**INPUT DATA:**
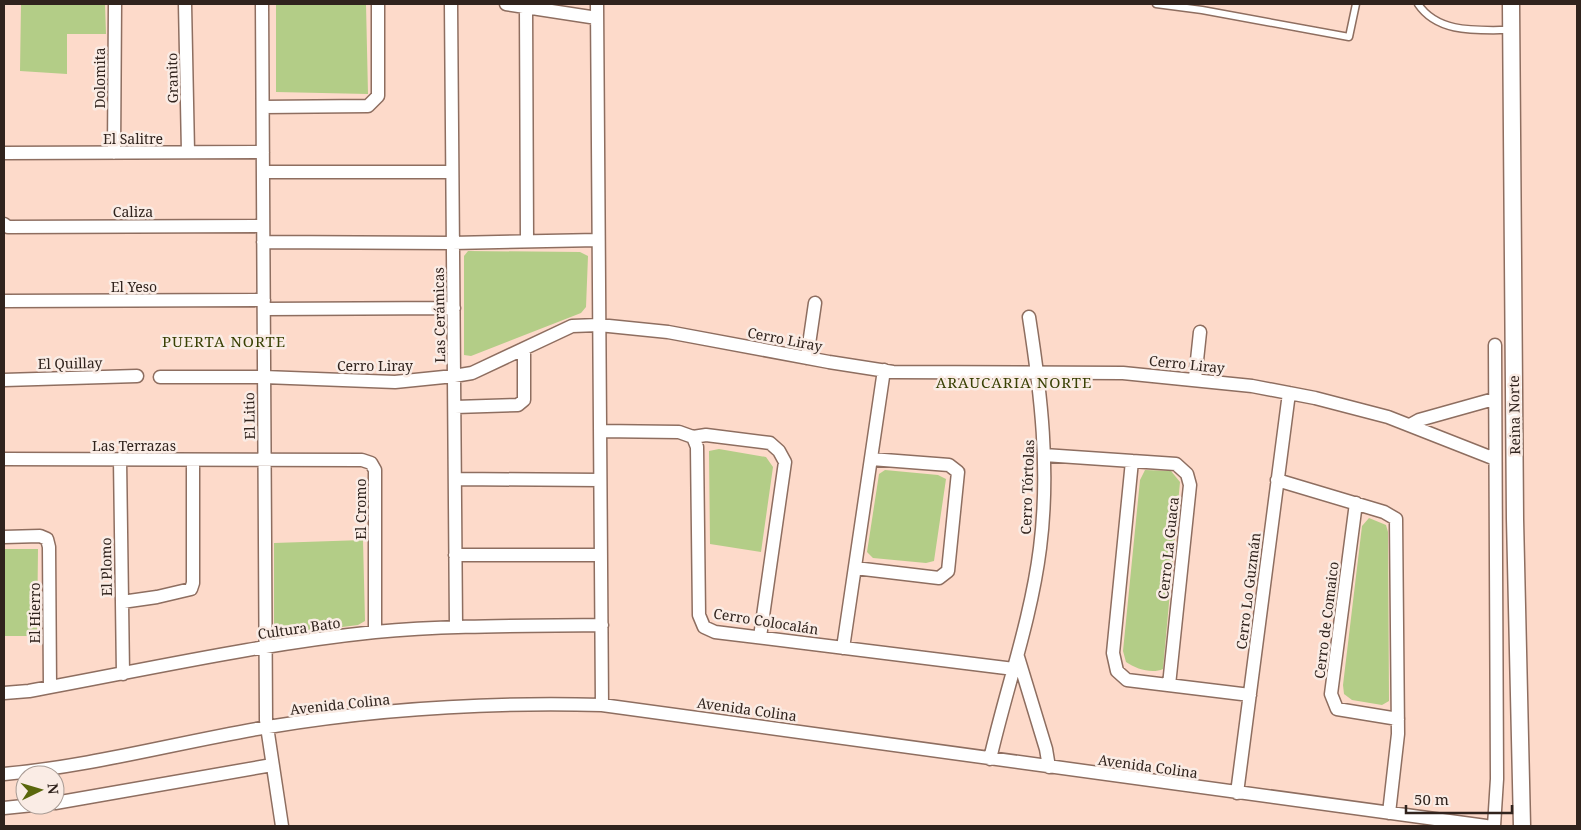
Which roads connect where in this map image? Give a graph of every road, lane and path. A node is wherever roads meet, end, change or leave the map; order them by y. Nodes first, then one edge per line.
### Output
1 (115, 4) edge
2 (185, 4) edge
3 (262, 4) edge
4 (378, 4) edge
5 (451, 4) edge
6 (506, 4) edge
7 (597, 4) edge
8 (1156, 4) edge
9 (1356, 4) edge
10 (1418, 4) edge
11 (1511, 4) edge
12 (526, 7) junction
13 (597, 18) junction
14 (1511, 30) junction
15 (263, 107) junction
16 (188, 152) junction
17 (263, 152) junction
18 (4, 153) edge
19 (114, 153) junction
20 (263, 172) junction
21 (452, 172) junction
22 (4, 224) edge
23 (263, 226) junction
24 (598, 240) junction
25 (527, 241) junction
26 (263, 242) junction
27 (452, 243) junction
28 (4, 302) edge
29 (815, 303) dead end
30 (264, 305) junction
31 (454, 308) junction
32 (1029, 317) dead end
33 (599, 325) junction
34 (1200, 332) dead end
35 (1495, 345) dead end
36 (524, 349) junction
37 (807, 358) junction
38 (884, 370) junction
39 (1037, 373) junction
40 (137, 376) dead end
41 (454, 376) junction
42 (160, 377) dead end
43 (264, 377) junction
44 (1195, 379) junction
45 (4, 380) edge
46 (1289, 393) junction
47 (1494, 399) junction
48 (455, 407) junction
49 (1410, 425) junction
50 (600, 430) junction
51 (693, 437) junction
52 (1044, 454) junction
53 (4, 459) edge
54 (871, 459) junction
55 (1495, 459) junction
56 (120, 460) junction
57 (193, 460) junction
58 (265, 460) junction
59 (1132, 461) junction
60 (455, 479) junction
61 (600, 480) junction
62 (1278, 480) junction
63 (1356, 503) junction
64 (4, 536) edge
65 (456, 555) junction
66 (601, 555) junction
67 (855, 568) junction
68 (122, 602) junction
69 (602, 625) junction
70 (456, 627) junction
71 (374, 632) junction
72 (760, 637) junction
73 (265, 647) junction
74 (843, 648) junction
75 (1018, 656) junction
76 (1014, 669) junction
77 (123, 674) junction
78 (1170, 685) junction
79 (50, 687) junction
80 (4, 693) edge
81 (1250, 695) junction
82 (602, 705) junction
83 (1398, 719) junction
84 (267, 728) junction
85 (990, 760) junction
86 (272, 765) junction
87 (1049, 767) junction
88 (4, 774) edge
89 (1237, 793) junction
90 (65, 801) edge
91 (1389, 813) junction
92 (282, 826) edge
93 (1486, 826) edge
94 (1494, 826) edge
95 (1522, 826) edge

1 - 19 street, Dolomita
2 - 16 street, Granito
3 - 15 street, El Litio
4 - 15 street
5 - 21 street, Las Cerámicas
6 - 12 street
7 - 13 street
8 - 9 lane
10 - 14 lane
11 - 14 street, Reina Norte
12 - 13 street
12 - 25 street
13 - 24 street
14 - 95 street, Reina Norte
15 - 17 street, El Litio
16 - 17 street, El Salitre
16 - 19 street, El Salitre
17 - 20 street, El Litio
18 - 19 street, El Salitre
20 - 21 street
20 - 23 street, El Litio
21 - 27 street, Las Cerámicas
22 - 23 street, Caliza
23 - 26 street, El Litio
24 - 25 street
24 - 33 street
25 - 27 street
26 - 27 street
26 - 30 street, El Litio
27 - 31 street, Las Cerámicas
28 - 30 street, El Yeso
29 - 37 street
30 - 31 street, El Yeso
30 - 43 street, El Litio
31 - 41 street, Las Cerámicas
32 - 39 street, Cerro Tórtolas
33 - 36 street, Cerro Liray
33 - 37 street, Cerro Liray
33 - 50 street
34 - 44 street
35 - 47 street, Reina Norte
36 - 41 street, Cerro Liray
36 - 48 street
37 - 38 street, Cerro Liray
38 - 39 street, Cerro Liray
38 - 54 street
39 - 44 street, Cerro Liray
39 - 52 street, Cerro Tórtolas
40 - 45 street, El Quillay
41 - 43 street, Cerro Liray
41 - 48 street, Las Cerámicas
42 - 43 street, Cerro Liray
43 - 58 street, El Litio
44 - 46 street, Cerro Liray
46 - 49 street, Cerro Liray
46 - 62 street, Cerro Lo Guzmán
47 - 49 street
47 - 55 street, Reina Norte
48 - 60 street, Las Cerámicas
49 - 55 street, Cerro Liray
50 - 51 street
50 - 61 street
51 - 72 street, Cerro Colocalán
51 - 72 street
52 - 59 street, Cerro La Guaca
52 - 75 street, Cerro Tórtolas
53 - 56 street, Las Terrazas
54 - 67 street
54 - 67 street
55 - 94 street, Reina Norte
56 - 57 street, Las Terrazas
56 - 68 street, El Plomo
57 - 58 street, Las Terrazas
57 - 68 street
58 - 71 street, El Cromo
58 - 73 street, El Litio
59 - 78 street
59 - 78 street, Cerro La Guaca
60 - 61 street
60 - 65 street, Las Cerámicas
61 - 66 street
62 - 63 street
62 - 81 street, Cerro Lo Guzmán
63 - 83 street
63 - 83 street, Cerro de Comaico
64 - 79 street, El Hierro
65 - 66 street
65 - 70 street, Las Cerámicas
66 - 69 street
67 - 74 street
68 - 77 street, El Plomo
69 - 70 street, Cultura Bato
69 - 82 street
70 - 71 street, Cultura Bato
71 - 73 street, Cultura Bato
72 - 74 street, Cerro Colocalán
73 - 77 street, Cultura Bato
73 - 84 street, El Litio
74 - 76 street, Cerro Colocalán
75 - 76 street, Cerro Tórtolas
75 - 87 street, Cerro Tórtolas
76 - 85 street, Cerro Tórtolas
77 - 79 street, Cultura Bato
78 - 81 street
79 - 80 street, Cultura Bato
81 - 89 street, Cerro Lo Guzmán
82 - 84 street, Avenida Colina
82 - 85 street, Avenida Colina
83 - 91 street
84 - 86 street, El Litio
84 - 88 street, Avenida Colina
85 - 87 street, Avenida Colina
86 - 90 street
86 - 92 street, El Litio
87 - 89 street, Avenida Colina
89 - 91 street, Avenida Colina
91 - 93 street, Avenida Colina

**TASK INSTRUCTIONS:** For this exercise, give the listing again exactly as written, with the pictures omitted.

**THE ANSWER:**
Which roads connect where in this map image? Give a graph of every road, lane and path. A node is wherever roads meet, end, change or leave the map; order them by y. Nodes first, then one edge per line.
### Output
1 (115, 4) edge
2 (185, 4) edge
3 (262, 4) edge
4 (378, 4) edge
5 (451, 4) edge
6 (506, 4) edge
7 (597, 4) edge
8 (1156, 4) edge
9 (1356, 4) edge
10 (1418, 4) edge
11 (1511, 4) edge
12 (526, 7) junction
13 (597, 18) junction
14 (1511, 30) junction
15 (263, 107) junction
16 (188, 152) junction
17 (263, 152) junction
18 (4, 153) edge
19 (114, 153) junction
20 (263, 172) junction
21 (452, 172) junction
22 (4, 224) edge
23 (263, 226) junction
24 (598, 240) junction
25 (527, 241) junction
26 (263, 242) junction
27 (452, 243) junction
28 (4, 302) edge
29 (815, 303) dead end
30 (264, 305) junction
31 (454, 308) junction
32 (1029, 317) dead end
33 (599, 325) junction
34 (1200, 332) dead end
35 (1495, 345) dead end
36 (524, 349) junction
37 (807, 358) junction
38 (884, 370) junction
39 (1037, 373) junction
40 (137, 376) dead end
41 (454, 376) junction
42 (160, 377) dead end
43 (264, 377) junction
44 (1195, 379) junction
45 (4, 380) edge
46 (1289, 393) junction
47 (1494, 399) junction
48 (455, 407) junction
49 (1410, 425) junction
50 (600, 430) junction
51 (693, 437) junction
52 (1044, 454) junction
53 (4, 459) edge
54 (871, 459) junction
55 (1495, 459) junction
56 (120, 460) junction
57 (193, 460) junction
58 (265, 460) junction
59 (1132, 461) junction
60 (455, 479) junction
61 (600, 480) junction
62 (1278, 480) junction
63 (1356, 503) junction
64 (4, 536) edge
65 (456, 555) junction
66 (601, 555) junction
67 (855, 568) junction
68 (122, 602) junction
69 (602, 625) junction
70 (456, 627) junction
71 (374, 632) junction
72 (760, 637) junction
73 (265, 647) junction
74 (843, 648) junction
75 (1018, 656) junction
76 (1014, 669) junction
77 (123, 674) junction
78 (1170, 685) junction
79 (50, 687) junction
80 (4, 693) edge
81 (1250, 695) junction
82 (602, 705) junction
83 (1398, 719) junction
84 (267, 728) junction
85 (990, 760) junction
86 (272, 765) junction
87 (1049, 767) junction
88 (4, 774) edge
89 (1237, 793) junction
90 (65, 801) edge
91 (1389, 813) junction
92 (282, 826) edge
93 (1486, 826) edge
94 (1494, 826) edge
95 (1522, 826) edge

1 - 19 street, Dolomita
2 - 16 street, Granito
3 - 15 street, El Litio
4 - 15 street
5 - 21 street, Las Cerámicas
6 - 12 street
7 - 13 street
8 - 9 lane
10 - 14 lane
11 - 14 street, Reina Norte
12 - 13 street
12 - 25 street
13 - 24 street
14 - 95 street, Reina Norte
15 - 17 street, El Litio
16 - 17 street, El Salitre
16 - 19 street, El Salitre
17 - 20 street, El Litio
18 - 19 street, El Salitre
20 - 21 street
20 - 23 street, El Litio
21 - 27 street, Las Cerámicas
22 - 23 street, Caliza
23 - 26 street, El Litio
24 - 25 street
24 - 33 street
25 - 27 street
26 - 27 street
26 - 30 street, El Litio
27 - 31 street, Las Cerámicas
28 - 30 street, El Yeso
29 - 37 street
30 - 31 street, El Yeso
30 - 43 street, El Litio
31 - 41 street, Las Cerámicas
32 - 39 street, Cerro Tórtolas
33 - 36 street, Cerro Liray
33 - 37 street, Cerro Liray
33 - 50 street
34 - 44 street
35 - 47 street, Reina Norte
36 - 41 street, Cerro Liray
36 - 48 street
37 - 38 street, Cerro Liray
38 - 39 street, Cerro Liray
38 - 54 street
39 - 44 street, Cerro Liray
39 - 52 street, Cerro Tórtolas
40 - 45 street, El Quillay
41 - 43 street, Cerro Liray
41 - 48 street, Las Cerámicas
42 - 43 street, Cerro Liray
43 - 58 street, El Litio
44 - 46 street, Cerro Liray
46 - 49 street, Cerro Liray
46 - 62 street, Cerro Lo Guzmán
47 - 49 street
47 - 55 street, Reina Norte
48 - 60 street, Las Cerámicas
49 - 55 street, Cerro Liray
50 - 51 street
50 - 61 street
51 - 72 street, Cerro Colocalán
51 - 72 street
52 - 59 street, Cerro La Guaca
52 - 75 street, Cerro Tórtolas
53 - 56 street, Las Terrazas
54 - 67 street
54 - 67 street
55 - 94 street, Reina Norte
56 - 57 street, Las Terrazas
56 - 68 street, El Plomo
57 - 58 street, Las Terrazas
57 - 68 street
58 - 71 street, El Cromo
58 - 73 street, El Litio
59 - 78 street
59 - 78 street, Cerro La Guaca
60 - 61 street
60 - 65 street, Las Cerámicas
61 - 66 street
62 - 63 street
62 - 81 street, Cerro Lo Guzmán
63 - 83 street
63 - 83 street, Cerro de Comaico
64 - 79 street, El Hierro
65 - 66 street
65 - 70 street, Las Cerámicas
66 - 69 street
67 - 74 street
68 - 77 street, El Plomo
69 - 70 street, Cultura Bato
69 - 82 street
70 - 71 street, Cultura Bato
71 - 73 street, Cultura Bato
72 - 74 street, Cerro Colocalán
73 - 77 street, Cultura Bato
73 - 84 street, El Litio
74 - 76 street, Cerro Colocalán
75 - 76 street, Cerro Tórtolas
75 - 87 street, Cerro Tórtolas
76 - 85 street, Cerro Tórtolas
77 - 79 street, Cultura Bato
78 - 81 street
79 - 80 street, Cultura Bato
81 - 89 street, Cerro Lo Guzmán
82 - 84 street, Avenida Colina
82 - 85 street, Avenida Colina
83 - 91 street
84 - 86 street, El Litio
84 - 88 street, Avenida Colina
85 - 87 street, Avenida Colina
86 - 90 street
86 - 92 street, El Litio
87 - 89 street, Avenida Colina
89 - 91 street, Avenida Colina
91 - 93 street, Avenida Colina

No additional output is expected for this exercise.